After receiving a BESc. in Computer Science from the University of Chile in 2012, I started to work on my Master's Thesis advised by Dr. Éric Tanter, on which I am currently working. I also was a Visiting Scholar at the Computer Science Department at UBC, working with Dr. Ron Garcia. Dr. Garcia is co-advisor of my Master's thesis.

News

Starting September 2014, I'll be a PhD student at the Software Practices Lab of the Computer Science Department at The University of British Columbia.

Research Abstract

From my thesis proposal's abstract

Type-and-effect or effect systems are kinds of type systems that also verify and guarantee side-effect invariants over programs. Examples of effect systems are exceptions or error handling, memory updates and I/O. Generic type-and-effect systems generalize the common patterns among effect systems characterizing effects as 'privileges'. These systems allow static reasoning about a program's execution.

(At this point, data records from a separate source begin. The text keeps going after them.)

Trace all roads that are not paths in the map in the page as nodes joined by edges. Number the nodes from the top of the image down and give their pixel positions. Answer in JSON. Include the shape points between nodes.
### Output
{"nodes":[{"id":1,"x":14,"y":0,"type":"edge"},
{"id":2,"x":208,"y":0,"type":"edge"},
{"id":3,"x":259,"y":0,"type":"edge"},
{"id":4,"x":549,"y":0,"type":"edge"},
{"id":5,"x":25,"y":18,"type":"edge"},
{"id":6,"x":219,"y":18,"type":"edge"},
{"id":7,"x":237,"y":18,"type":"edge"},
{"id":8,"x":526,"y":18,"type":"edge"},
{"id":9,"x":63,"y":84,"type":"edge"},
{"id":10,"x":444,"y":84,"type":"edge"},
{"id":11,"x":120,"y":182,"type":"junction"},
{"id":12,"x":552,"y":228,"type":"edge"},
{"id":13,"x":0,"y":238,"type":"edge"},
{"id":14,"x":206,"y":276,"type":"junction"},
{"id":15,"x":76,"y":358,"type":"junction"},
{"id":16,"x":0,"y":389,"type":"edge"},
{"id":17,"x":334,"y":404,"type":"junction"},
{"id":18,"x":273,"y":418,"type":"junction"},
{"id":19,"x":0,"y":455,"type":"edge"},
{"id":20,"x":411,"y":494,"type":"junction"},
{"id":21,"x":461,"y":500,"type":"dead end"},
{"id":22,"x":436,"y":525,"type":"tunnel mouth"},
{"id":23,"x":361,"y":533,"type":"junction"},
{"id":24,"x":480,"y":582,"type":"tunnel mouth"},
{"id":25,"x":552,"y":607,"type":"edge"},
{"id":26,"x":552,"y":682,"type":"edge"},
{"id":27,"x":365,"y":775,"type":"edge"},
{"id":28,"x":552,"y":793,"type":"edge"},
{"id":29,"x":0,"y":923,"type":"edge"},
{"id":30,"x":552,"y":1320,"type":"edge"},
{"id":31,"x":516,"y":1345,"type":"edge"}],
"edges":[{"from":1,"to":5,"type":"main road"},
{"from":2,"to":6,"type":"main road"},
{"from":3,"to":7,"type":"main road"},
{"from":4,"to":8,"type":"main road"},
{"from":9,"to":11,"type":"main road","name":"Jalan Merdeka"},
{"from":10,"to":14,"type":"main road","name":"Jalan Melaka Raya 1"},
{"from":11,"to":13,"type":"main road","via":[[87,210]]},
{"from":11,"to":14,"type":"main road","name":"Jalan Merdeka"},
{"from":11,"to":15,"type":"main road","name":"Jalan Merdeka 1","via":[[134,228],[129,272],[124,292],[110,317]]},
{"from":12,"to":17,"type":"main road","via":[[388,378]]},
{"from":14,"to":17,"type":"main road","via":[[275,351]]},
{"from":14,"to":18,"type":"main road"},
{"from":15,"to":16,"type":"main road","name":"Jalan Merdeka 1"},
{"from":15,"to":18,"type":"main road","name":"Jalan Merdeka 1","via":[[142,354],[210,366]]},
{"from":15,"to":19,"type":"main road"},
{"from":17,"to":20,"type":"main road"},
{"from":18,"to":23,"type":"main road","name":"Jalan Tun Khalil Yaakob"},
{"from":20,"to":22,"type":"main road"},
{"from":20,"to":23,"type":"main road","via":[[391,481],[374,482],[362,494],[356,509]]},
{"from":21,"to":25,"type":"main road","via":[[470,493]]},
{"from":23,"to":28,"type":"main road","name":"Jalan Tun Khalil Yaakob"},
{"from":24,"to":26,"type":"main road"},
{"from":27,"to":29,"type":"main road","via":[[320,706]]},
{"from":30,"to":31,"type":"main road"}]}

At the same time, gradual type systems bridge the gap between the flexibility provided by dynamic languages, and the guarantees given by static type systems, allowing for a programmer-controlled migration between dynamic and static typing. However, these two programming language features have not been combined theoretically nor through an implementation.

We propose the introduction of gradual typing for generic type-and-effect systems. Currently, static type-and-effect systems only allow a one-step migration which can be risky or costly in ongoing software projects. A gradual approach would ease these kind of migrations by giving programmers the flexibility to decide when and where to insert the required type annotations.